На скромную панихиду собрались в морге при госпитале имени Бурденко - главном госпитале российского, ранее общесоветского войска. Перед дверьми непосредственно в мертвецкую там установлены помосты, чтобы тем, кто проводит покойного в последнюю дорогу, можно было сразу, без лишних дорогих хлопот, отправить прощальную церемонию.
Стоял конец октября, было зябко, сыро. Под крышей, где мы столпились вокруг гроба, пробирало стылостью тоже. Мы - это несколько человек родни, верные фронтовому братству ветераны 133-й дивизии из москвичей, кучка старшеклассников и учителей из школы, где продолжает жить музей дивизии, и старый генерал Ортенберг.
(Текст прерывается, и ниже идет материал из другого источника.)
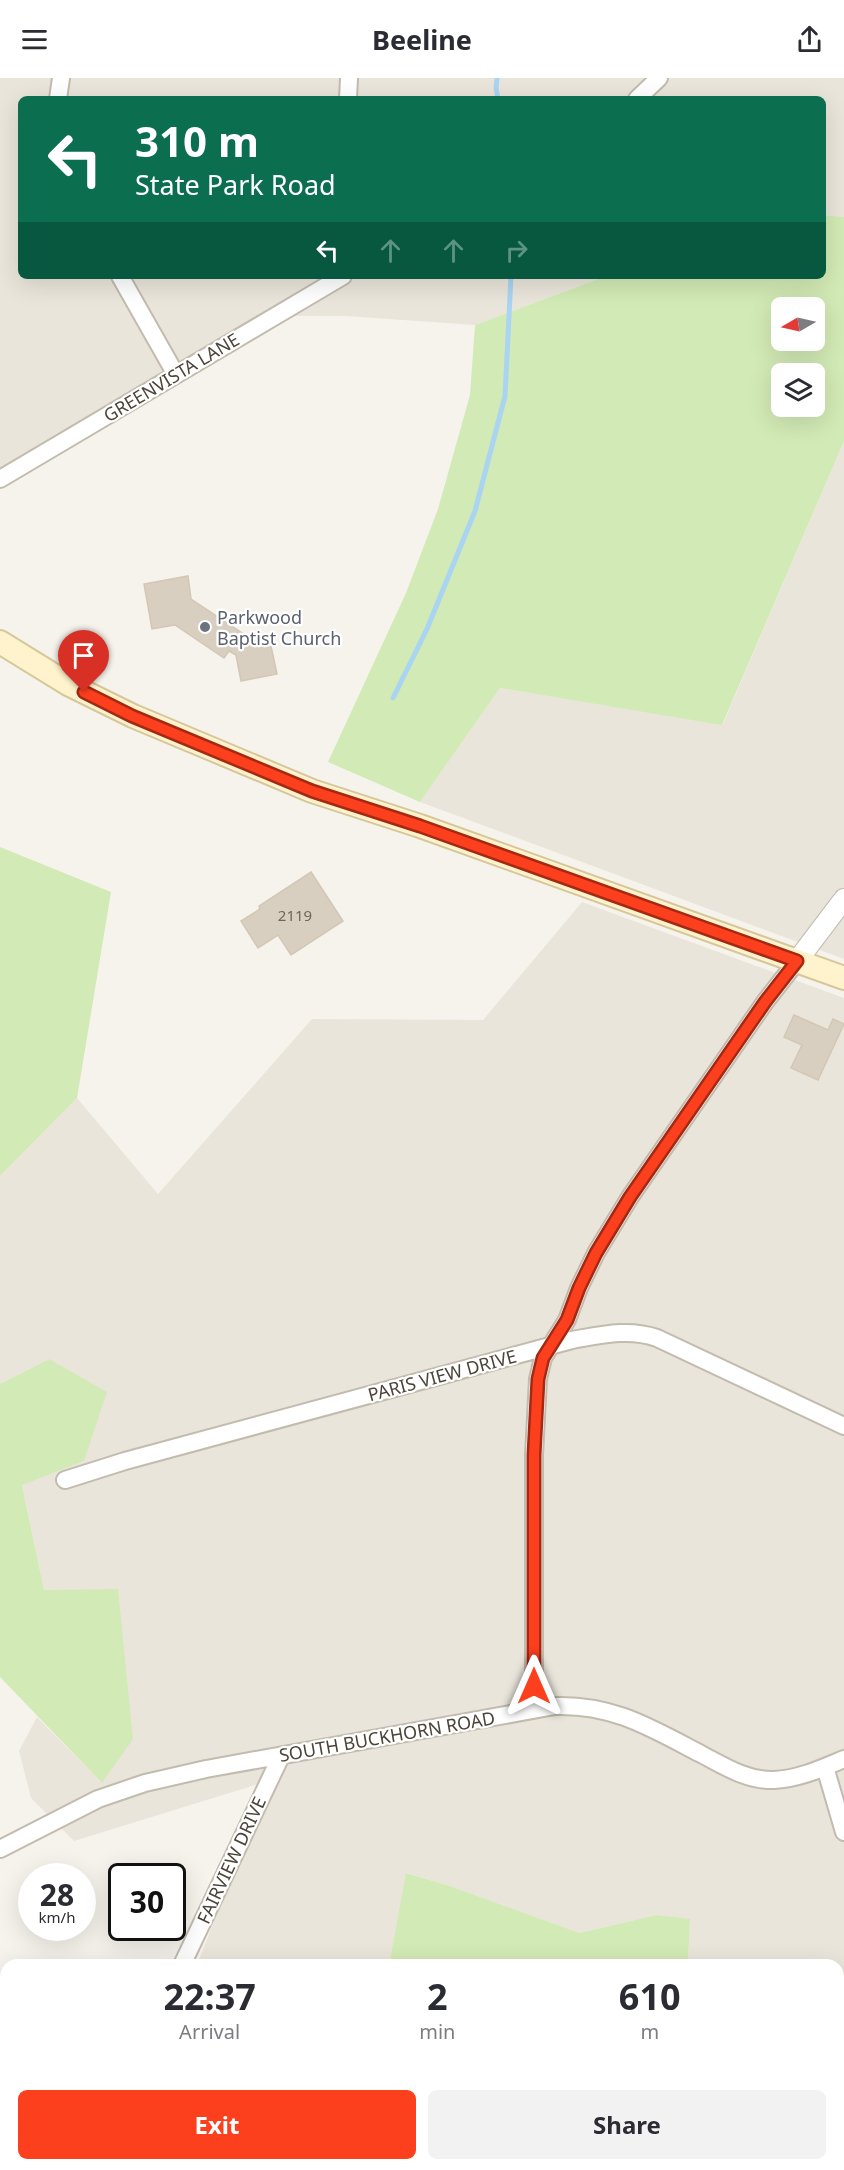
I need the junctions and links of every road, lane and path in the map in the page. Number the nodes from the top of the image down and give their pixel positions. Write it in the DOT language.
graph roads {
  1 [pos="61,78"];
  2 [pos="349,78"];
  3 [pos="658,78"];
  4 [pos="58,96"];
  5 [pos="348,96"];
  6 [pos="640,96"];
  7 [pos="122,279"];
  8 [pos="338,279"];
  9 [pos="175,373"];
  10 [pos="0,478"];
  11 [pos="0,642"];
  12 [pos="844,899"];
  13 [pos="797,961"];
  14 [pos="844,978"];
  15 [pos="548,1347"];
  16 [pos="844,1426"];
  17 [pos="65,1480"];
  18 [pos="534,1709"];
  19 [pos="281,1756"];
  20 [pos="844,1759"];
  21 [pos="825,1767"];
  22 [pos="844,1832"];
  23 [pos="0,1849"];
  24 [pos="185,1959"];
  1 -- 4 [label="street"];
  2 -- 5 [label="street"];
  3 -- 6 [label="street"];
  7 -- 9 [label="street"];
  8 -- 9 [label="street, GREENVISTA LANE"];
  9 -- 10 [label="street, GREENVISTA LANE"];
  11 -- 13 [label="main road"];
  12 -- 13 [label="street"];
  13 -- 14 [label="main road"];
  13 -- 15 [label="street"];
  15 -- 16 [label="street, PARIS VIEW DRIVE"];
  15 -- 17 [label="street, PARIS VIEW DRIVE"];
  15 -- 18 [label="street"];
  18 -- 19 [label="street, SOUTH BUCKHORN ROAD"];
  18 -- 21 [label="street, SOUTH BUCKHORN ROAD"];
  19 -- 23 [label="street, SOUTH BUCKHORN ROAD"];
  19 -- 24 [label="street, FAIRVIEW DRIVE"];
  20 -- 21 [label="street, SOUTH BUCKHORN ROAD"];
  21 -- 22 [label="street"];
}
Когда говорились панихидные речи - Ортенбергом, ветеранами, энтузиастами школьного музея, - в полумраке вокруг моему воображению вырисовались еще со склоненными головами армейцы в шинелях с фигурными застежками, в перетянутых портупеями гимнастерках с петлицами на воротниках.
Потом, после оскорбительно поспешной процедуры в крематории (“быстрее, быстрее, не затягивайте - видите, очередь”) посидели небольшим кругом в поминальном застолье у брата. Ортенберг говорил снова. Личность по-своему легендарная, прототип с симпатией написанного Матвея из грустной повести Симонова “Мы не увидимся с тобой”, он рассказывал про телефонные звонки ему, как редактору “Красной звезды”, от Сталина (не тратя секунды на “здравствуйте”, что-нибудь типа: “Поставьте в номер портрет Жукова”), вспоминал еще интересное. Будучи моложе того, кого поминали, лишь на два месяца, значит, тоже с оставленным уже позади девяностолетием (умер он через три года), делился творческими замыслами. Такую пишет книгу и такую. Для этого издательства и для этого. Обязательно в одной из книг подробно расскажет про Гришу Шифрина.
С уважением слушая его, подумал тогда: а ведь какие-то штрихи к портрету дяди могу добавить и я.
Поскольку это штрихи судьбы не только моего дяди, я и написал эти страницы.